Dal punto di vista epidemiologico infatti il disturbo sembra manifestarsi principalmente in bambini e adolescenti segnati da un’infanzia difficile, ambienti familiari di incuria, in cui l’accudimento dell’individuo è affidato ad un susseguirsi di diversi cambi di caregiver e da pratiche educative rigide, incoerenti, negligenti. Tale problematica potrebbe sfociare in un disturbo della condotta, in cui i comportamenti sono contraddistinti da una gravità maggiore e comprendono maltrattamenti e aggressioni a persone e animali, distruzione della proprietà e furto o frode.

Il plausibile paradosso con la società

Non è chiaro se le specifiche cause delle difficoltà e dei problemi di condotta che contraddistinguono Malony siano maggiormente legate ad un fattore temperamentale o a quello ambientale. Più in generale però il tema del rifiuto della maternità e l’abbandono che il ragazzo vive, tendono a triangolare il rapporto tra lui, la madre e la giudice Florence. Figura, quest’ultima che abbandonerà gradualmente i suoi tratti più severi per mostrare un affetto istintivo e quasi materno, andando a colmare, almeno istituzionalmente, la figura assente della madre.

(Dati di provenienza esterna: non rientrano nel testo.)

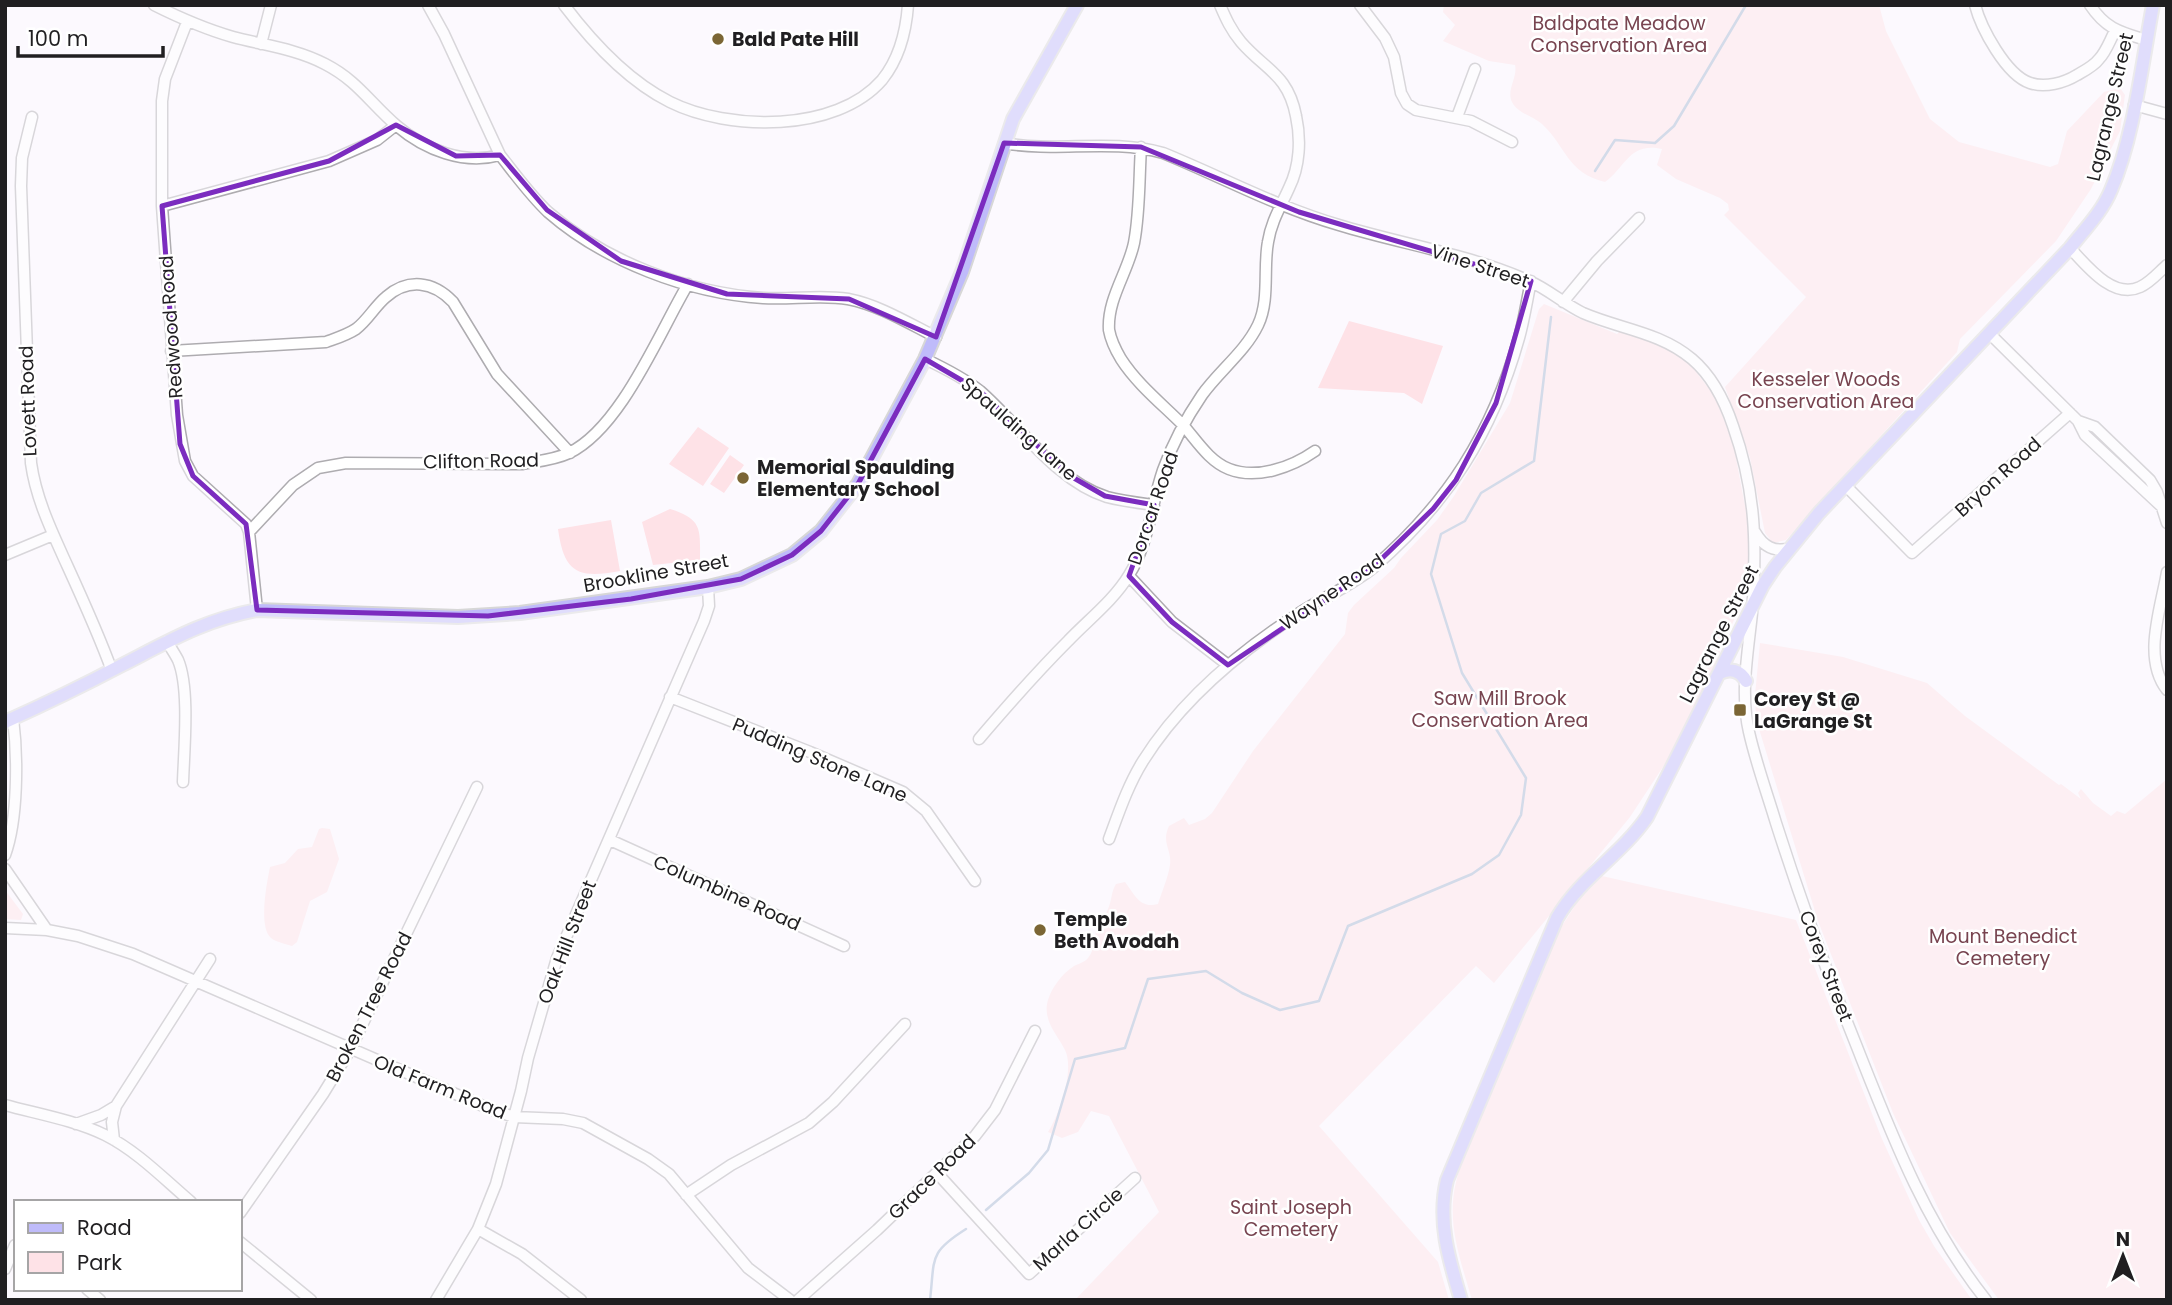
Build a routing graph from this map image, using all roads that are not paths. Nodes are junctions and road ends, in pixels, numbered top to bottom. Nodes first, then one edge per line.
1 (154, 5) edge
2 (271, 5) edge
3 (428, 5) edge
4 (564, 5) edge
5 (908, 5) edge
6 (1077, 5) edge
7 (1220, 5) edge
8 (1360, 5) edge
9 (2090, 5) edge
10 (2153, 5) edge
11 (1977, 10) edge
12 (187, 22) junction
13 (2115, 31) junction
14 (2146, 40) junction
15 (261, 44) junction
16 (1475, 69) dead end
17 (2134, 105) junction
18 (2167, 114) edge
19 (32, 117) dead end
20 (1457, 117) junction
21 (396, 125) junction
22 (1512, 142) dead end
23 (1004, 143) junction
24 (1141, 147) junction
25 (500, 155) junction
26 (1280, 205) junction
27 (162, 206) junction
28 (1639, 218) dead end
29 (2070, 248) junction
30 (2167, 265) edge
31 (1531, 281) junction
32 (688, 284) junction
33 (1563, 302) junction
34 (1989, 333) junction
35 (936, 337) junction
36 (172, 351) junction
37 (925, 359) junction
38 (2070, 413) junction
39 (1184, 427) junction
40 (1315, 451) dead end
41 (570, 453) junction
42 (1846, 486) junction
43 (1154, 505) junction
44 (2167, 523) edge
45 (249, 531) junction
46 (1755, 532) junction
47 (52, 535) junction
48 (1791, 548) junction
49 (5, 555) edge
50 (2167, 572) edge
51 (1129, 576) junction
52 (708, 587) junction
53 (1752, 608) junction
54 (257, 610) junction
55 (167, 641) junction
56 (1228, 665) junction
57 (112, 671) junction
58 (1720, 673) junction
59 (1746, 681) junction
60 (2167, 690) edge
61 (670, 697) junction
62 (9, 720) edge
63 (979, 739) dead end
64 (183, 782) dead end
65 (477, 787) dead end
66 (1109, 839) dead end
67 (610, 840) junction
68 (5, 855) edge
69 (5, 869) edge
70 (975, 881) dead end
71 (5, 928) edge
72 (47, 930) junction
73 (844, 946) dead end
74 (210, 959) dead end
75 (196, 982) junction
76 (905, 1024) dead end
77 (1035, 1031) dead end
78 (350, 1050) junction
79 (5, 1105) edge
80 (116, 1106) junction
81 (514, 1117) junction
82 (76, 1124) junction
83 (114, 1140) junction
84 (937, 1173) junction
85 (1135, 1178) dead end
86 (686, 1195) junction
87 (189, 1200) edge
88 (242, 1210) edge
89 (478, 1229) junction
90 (12, 1244) edge
91 (242, 1244) edge
92 (5, 1269) edge
93 (311, 1300) edge
94 (436, 1300) edge
95 (581, 1300) edge
96 (790, 1300) edge
97 (798, 1300) edge
98 (1461, 1300) edge
99 (1986, 1300) edge

1 - 12 street
2 - 15 street
3 - 25 street
4 - 5 street
6 - 23 main road, Brookline Street
7 - 26 street, Dorcar Road
8 - 20 street
9 - 13 street
10 - 14 main road, Lagrange Street
11 - 13 street
12 - 15 street
12 - 27 street, Redwood Road
13 - 14 street
14 - 17 main road, Lagrange Street
15 - 21 street
16 - 20 street
17 - 18 street
17 - 29 main road, Lagrange Street
19 - 47 street, Lovett Road
20 - 22 street
21 - 25 street
21 - 27 street
23 - 24 street, Vine Street
23 - 35 main road, Brookline Street
24 - 26 street, Vine Street
24 - 39 street
25 - 32 street
26 - 31 street, Vine Street
26 - 39 street, Dorcar Road
27 - 36 street, Redwood Road
28 - 33 street
29 - 30 street
29 - 34 main road, Lagrange Street
31 - 33 street, Vine Street
31 - 56 street, Wayne Road
32 - 35 street
32 - 41 street, Clifton Road
33 - 46 street, Vine Street
34 - 38 street
34 - 42 main road, Lagrange Street
35 - 37 main road, Brookline Street
36 - 41 street
36 - 45 street, Redwood Road
37 - 43 street, Spaulding Lane
37 - 52 main road, Brookline Street
38 - 42 street, Bryon Road
38 - 44 street
39 - 40 street
39 - 43 street, Dorcar Road
41 - 45 street, Clifton Road
42 - 48 main road, Lagrange Street
43 - 51 street, Dorcar Road
45 - 54 street
46 - 48 street
46 - 53 street, Vine Street
47 - 49 street
47 - 57 street, Lovett Road
48 - 53 main road, Lagrange Street
50 - 60 street
51 - 56 street
51 - 63 street, Dorcar Road
52 - 54 main road, Brookline Street
52 - 61 street, Oak Hill Street
53 - 58 main road, Lagrange Street
53 - 59 street, Corey Street
54 - 55 main road, Brookline Street
55 - 57 main road, Brookline Street
55 - 64 street
56 - 66 street, Wayne Road
57 - 62 main road, Brookline Street
58 - 59 main road
58 - 98 main road, Lagrange Street
59 - 99 street, Corey Street
61 - 67 street, Oak Hill Street
61 - 70 street, Pudding Stone Lane
62 - 68 street
65 - 78 street, Broken Tree Road
67 - 73 street, Columbine Road
67 - 81 street, Oak Hill Street
69 - 72 street
71 - 72 street, Old Farm Road
72 - 75 street, Old Farm Road
74 - 75 street
75 - 78 street, Old Farm Road
75 - 80 street
76 - 86 street
77 - 84 street, Grace Road
78 - 81 street, Old Farm Road
78 - 88 street, Broken Tree Road
79 - 82 street
80 - 82 street
80 - 83 street
81 - 86 street, Old Farm Road
81 - 89 street, Oak Hill Street
82 - 83 street
83 - 87 street
84 - 85 street, Marla Circle
84 - 97 street, Grace Road
86 - 96 street, Old Farm Road
89 - 94 street, Oak Hill Street
89 - 95 street
90 - 92 street
91 - 93 street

Come Bercot sottolinea e snoda nei diversi discorsi con gli altri ospiti delle strutture residenziali che Malony incontrerà nel suo tragitto, il suo comportamento e le esplosioni di rabbia non sono solo sintomo di una frustrazione di un malessere personale, associati ad un evento specifico, ma racchiudono e si intersecano anche ad un senso di esasperazione e di impotenza, condizione condivisa tra i “ragazzi selvaggi” figli di periferia. Attraverso i continui richiami tipicamente connessi alla cultura cinematografica francese, come l’apertura al ritmo della canzone “nique la police” manifesto del film l’Haine di Mathieu Kassovitz (1995), il film permette di ragionare su diversi aspetti problematici della società, comuni non solo alle periferie francesi (le banlieue).

Emergono dunque temi di rabbia, ingiustizia e sfiducia nelle istituzioni spesso vissute come repressive, tipici di una minoranza della società. Paradossalmente però, tale critica sociale, di sfiducia e rassegnazione nel senso di giustizia, potrebbe rischiare di alimentare la propria condizione in una forma di autoisolamento, attraverso l’opposizione o il rifiuto di qualsiasi forma di aiuto da parte delle istituzioni, come un serpente che si morde la coda.

Il riscatto individuale

Infine, la svolta costruttiva, il cambiamento che emerge dal momento in cui Malony ha “afferrato la mano” della giudice Florence. Il ragazzo si è affidato a lei e allo spirito umano, collaborativo e positivo degli educatori che lo hanno sostenuto ed hanno creduto in un possibile cambiamento. È da qui che si manifesterà la possibilità di una riabilitazione attraverso l’accettazione del proprio passato e delle proprie potenzialità, mediante l’edificazione di progetti di vita sempre più complessi che gli permetteranno di maturare e vivere la propria crescita personale, pronto finalmente ad uscire a testa alta dalla stessa stanza di tribunale.